Smart home – Smart thermostats (like Nest) detect your presence and behavior patterns and transmit these to the cloud. Smart electrical outlets (like Belkin) monitor power consumption and usage times shared to the cloud.
Home surveillance – Installed video cameras document your activity inside and outside the home, stored on cloud servers.
Interactive devices – Your voice commands and messages from phones (Siri, Now, Cortana), consoles (Kinect), smart TVs, and ambient microphones (Amazon Echo) are recorded and processed on the cloud.
Grocery loyalty cards – Supermarkets track which items you purchase and when.
E- retailers – Retailers like Amazon track not only what you purchase, but what you look at and even think about buying.

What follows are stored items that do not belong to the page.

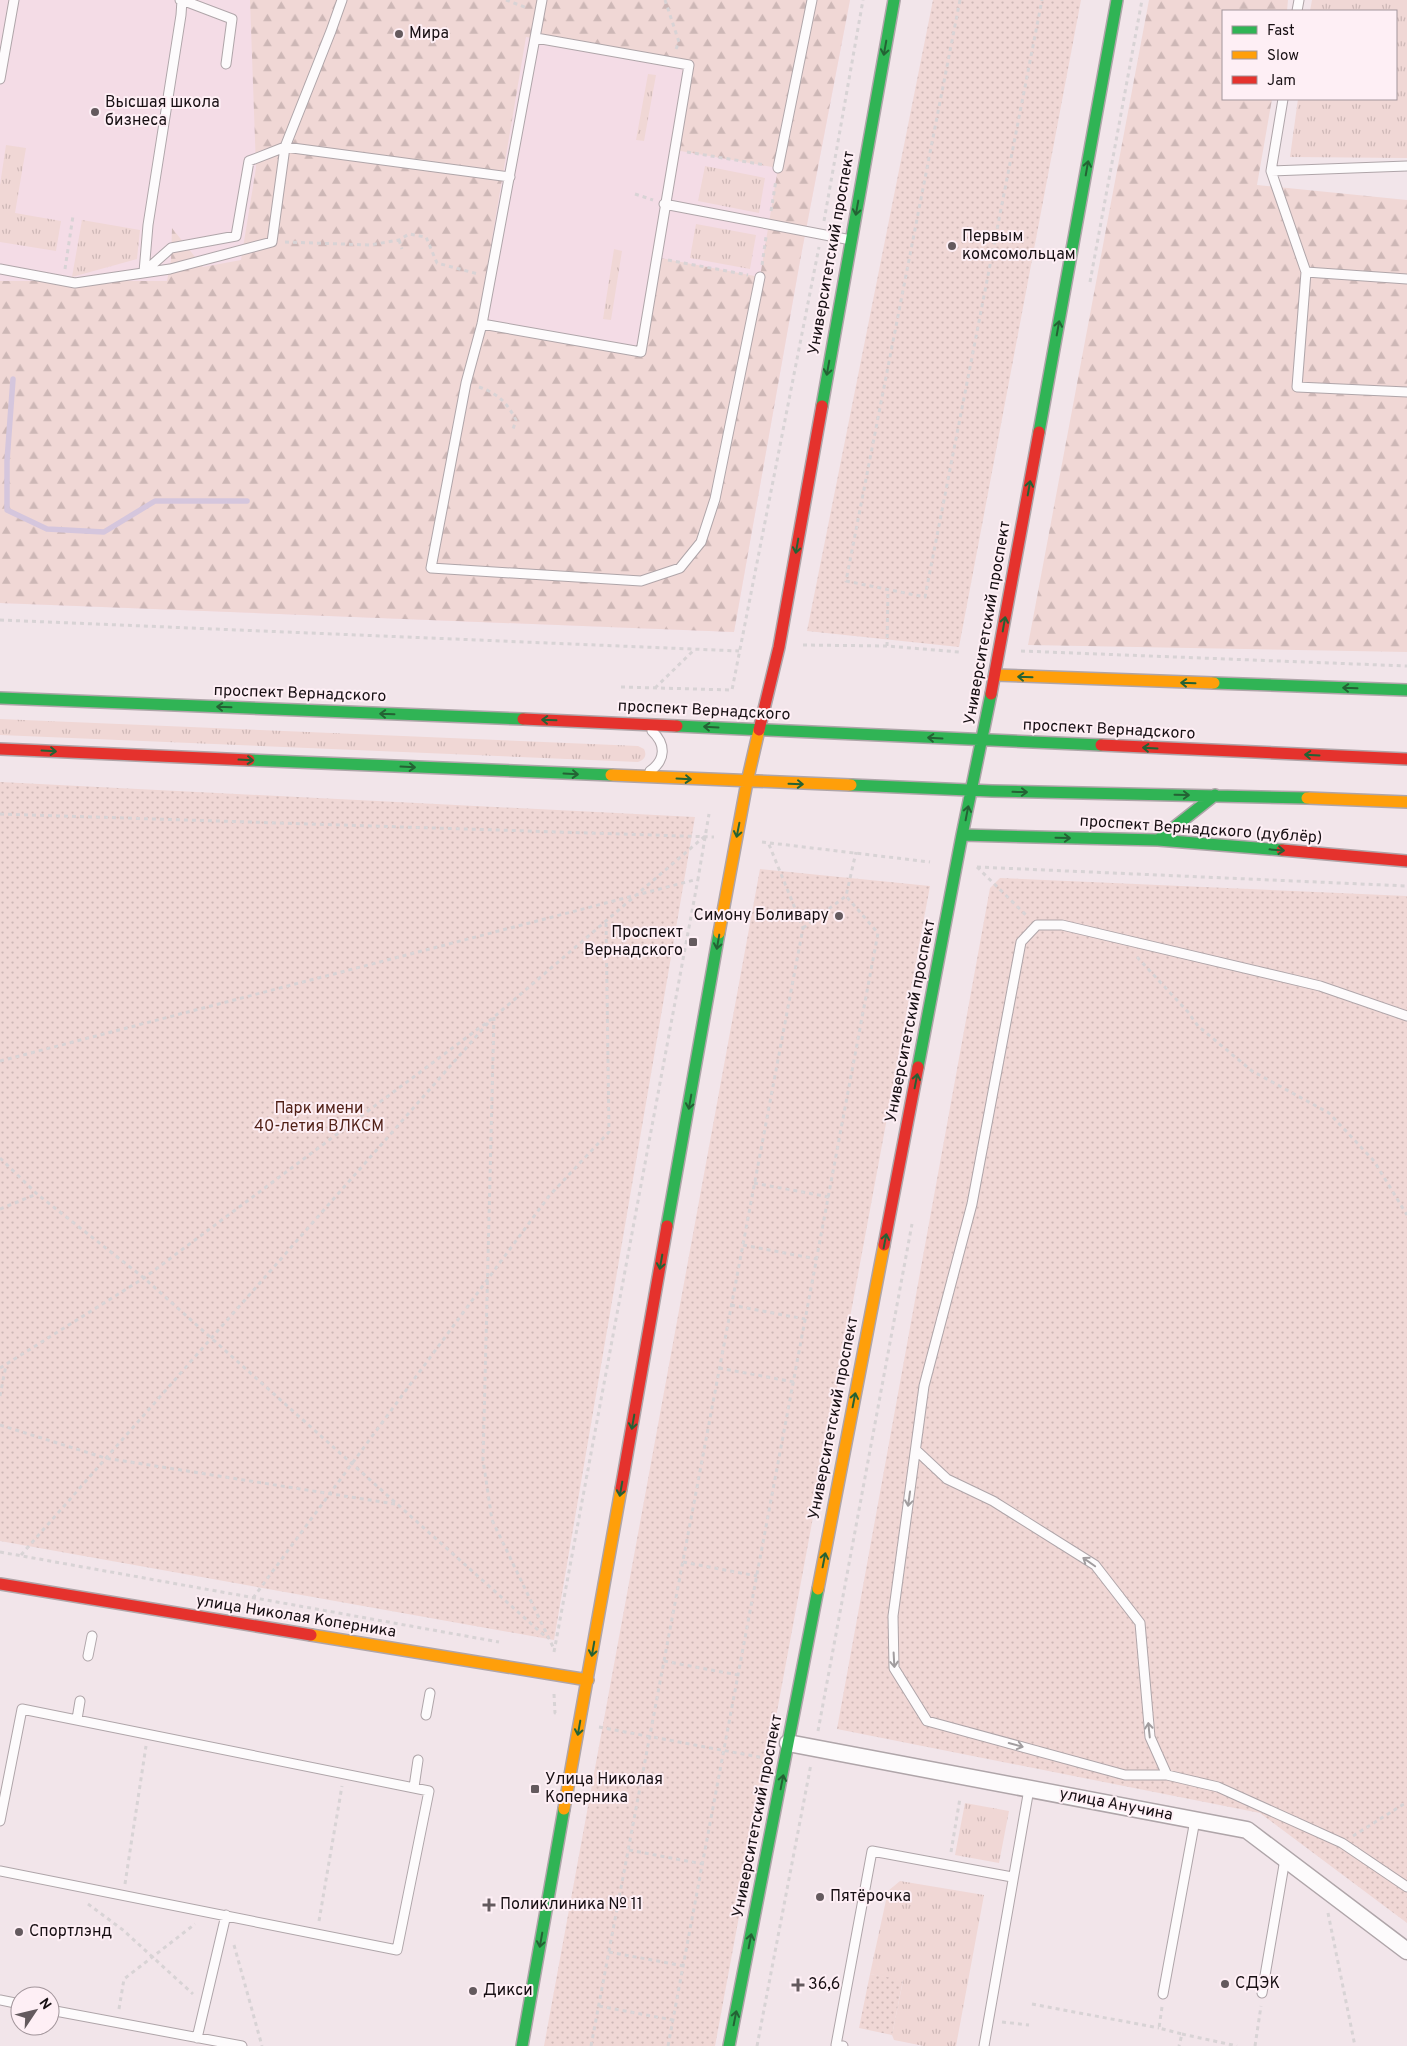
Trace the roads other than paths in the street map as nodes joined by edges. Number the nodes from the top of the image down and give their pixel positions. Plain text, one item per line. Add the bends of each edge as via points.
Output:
1 (14, 0) edge
2 (181, 0) edge
3 (342, 0) edge
4 (542, 0) edge
5 (812, 0) edge
6 (894, 0) edge
7 (1117, 0) edge
8 (536, 38) junction
9 (226, 64) dead end
10 (0, 79) edge
11 (1283, 100) edge
12 (286, 147) junction
13 (1407, 166) edge
14 (778, 168) dead end
15 (1271, 171) junction
16 (510, 177) junction
17 (664, 204) junction
18 (851, 240) junction
19 (0, 269) edge
20 (144, 272) junction
21 (1306, 272) junction
22 (760, 277) dead end
23 (1407, 279) edge
24 (482, 324) junction
25 (1407, 392) edge
26 (995, 675) junction
27 (1404, 691) edge
28 (0, 698) edge
29 (637, 724) junction
30 (760, 729) junction
31 (983, 741) junction
32 (1407, 748) edge
33 (0, 749) edge
34 (1361, 758) junction
35 (1407, 759) edge
36 (636, 777) junction
37 (747, 782) junction
38 (971, 790) junction
39 (1215, 795) junction
40 (1366, 802) junction
41 (1407, 802) edge
42 (1407, 812) edge
43 (962, 835) junction
44 (1158, 840) junction
45 (1407, 860) edge
46 (1407, 1016) edge
47 (916, 1450) junction
48 (0, 1584) edge
49 (92, 1636) dead end
50 (88, 1656) dead end
51 (588, 1680) junction
52 (430, 1693) dead end
53 (80, 1701) dead end
54 (426, 1715) dead end
55 (77, 1719) junction
56 (788, 1743) junction
57 (418, 1760) dead end
58 (1167, 1775) junction
59 (414, 1787) junction
60 (1029, 1789) junction
61 (1195, 1820) junction
62 (0, 1821) edge
63 (1286, 1860) junction
64 (0, 1871) edge
65 (1012, 1877) junction
66 (1407, 1888) edge
67 (226, 1915) junction
68 (1407, 1951) edge
69 (1262, 1993) road end
70 (1163, 1994) road end
71 (60, 2012) edge
72 (197, 2038) junction
73 (242, 2046) edge
74 (522, 2046) edge
75 (730, 2046) edge
76 (843, 2046) edge
77 (984, 2046) edge

1 - 10 lane
2 - 9 lane via 232,19
2 - 20 lane
3 - 12 lane
4 - 8 lane
5 - 14 lane
6 -> 18 main road, Университетский проспект
26 -> 7 main road, Университетский проспект
8 - 16 lane
8 - 17 lane via 689,65
11 - 15 lane
12 - 16 lane
12 - 20 lane via 250,160 236,236 171,248
12 - 20 lane via 272,242 170,269
13 - 15 lane
15 - 21 lane
16 - 24 lane
17 - 18 lane
17 - 24 lane via 641,352
18 -> 30 main road, Университетский проспект via 779,647
19 - 20 lane via 75,283
21 - 23 lane
21 - 25 lane via 1297,387
22 - 24 lane via 715,499 701,542 680,568 641,581 431,568 466,383
27 -> 26 main road
26 - 31 main road, Университетский проспект
29 -> 28 main road, проспект Вернадского
30 -> 29 main road, проспект Вернадского
29 - 36 lane via 659,737 663,756 654,769
31 -> 30 main road, проспект Вернадского
30 - 37 main road, Университетский проспект
34 -> 31 main road, проспект Вернадского
31 - 38 main road, Университетский проспект
32 - 34 main road
33 -> 36 main road
34 - 35 main road, проспект Вернадского
36 -> 37 main road
37 -> 38 main road
37 -> 51 main road, Университетский проспект
38 -> 39 main road
43 -> 38 main road, Университетский проспект
39 - 40 main road
39 - 44 main road
40 - 41 main road
40 - 42 main road
43 -> 44 main road, проспект Вернадского (дублёр)
56 -> 43 main road, Университетский проспект
44 -> 45 main road, проспект Вернадского (дублёр)
46 - 47 lane via 1320,986 1062,924 1037,925 1021,942 972,1204 924,1386
58 -> 47 lane via 1150,1737 1140,1623 1094,1565 993,1501 947,1479
47 -> 58 lane via 893,1616 894,1668 927,1720 1125,1775
48 - 51 main road, улица Николая Коперника
49 - 50 lane
51 -> 74 main road, Университетский проспект
52 - 54 lane
53 - 55 lane
55 - 59 lane
55 - 62 lane via 22,1709
56 - 60 street, улица Анучина
75 -> 56 main road, Университетский проспект
57 - 59 lane
58 - 66 lane via 1218,1787 1342,1842
59 - 67 lane via 429,1790 397,1950
60 - 61 street, улица Анучина
60 - 65 lane
61 - 63 street, улица Анучина via 1247,1830
61 - 70 lane
63 - 68 street, улица Анучина
63 - 69 lane
64 - 67 lane
65 - 76 lane via 872,1851 836,2045
65 - 77 lane
67 - 72 lane
71 - 72 lane
72 - 73 lane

IRS – Tracks your financial situation all your life.
Credit cards – Of course, every purchase is tracked. Also mined deeply with sophisticated AI for patterns that reveal your personality, ethnicity, idiosyncrasies, politics, and preferences.
E-wallets and e-banks – Aggregators like Mint track your entire financial situation from loans, mortgages, and investments. Wallets like Square and PayPal track all purchases.
Photo face recognition – Facebook and Google can identify (tag) you in pictures taken by others posted on the web. The location of pictures can identify your location history.
Web activities – Web advertising cookies track your movements across the web. More than 80% of the top thousand sites employ web cookies that follow you wherever you go on the web. Through agreements with ad networks, even sites you did not visit can get information about your viewing history.
Social media – Can identify family members, friends, and friends of friends. Can identify and track your former employers and your current work mates. And how you spend your free time.
Search browsers – By default Google saves every question you’ve ever asked forever.
Streaming services – What movies (Netflix), music (Spotify), video (YouTube) you consume and when, and what you rate them. This includes cable companies; your watching history is recorded.
Book reading – Public libraries record your borrowings for about a month. Amazon records book purchases forever. Kindle monitors your reading patterns on ebooks – where you are in the book, how long you take to read each page, where you stop.
It is shockingly easy to imagine what power would accrue to any agency that could integrate all these streams. The fear of Big Brother stems directly from how technically easy it would be to stitch these together. At the moment, however, most of these streams are independent. Their bits are not integrated and correlated.
A few strands may be coupled (credit cards and media usage, say), but by and large there is not a massive Big Brother-ish aggregate stream. Because they are slow, governments lag far behind what they could do technically. (Their own security is irresponsibly lax and decades behind the times.)
Also, the U.S.government has not unified these streams because a thin wall of hard-won privacy laws holds them back. Few laws hold corporations back from integrating as much data as they can; therefore companies have become the proxy data gatherers for governments.
Data about customers is the new gold in business, so one thing is certain: Companies (and indirectly governments) will collect more of it.
The movie Minority Report, based on a short story by Philip K. Dick, featured a not too distant future society that uses surveillance to arrest criminals before they commit a crime. Dick called that intervention “pre-crime” detection. I once thought Dick’s idea of “pre-crime” to be utterly unrealistic. I don’t anymore.
If you look at the above list of routine tracking today, it is not difficult to extrapolate another 50 years. All that was previously unmeasurable is becoming quantified, digitized, and trackable. We’ll keep tracking ourselves, we’ll keep tracking our friends, and our friends will track us.
Companies and governments will track us more. Fifty years from now ubiquitous tracking will be the norm.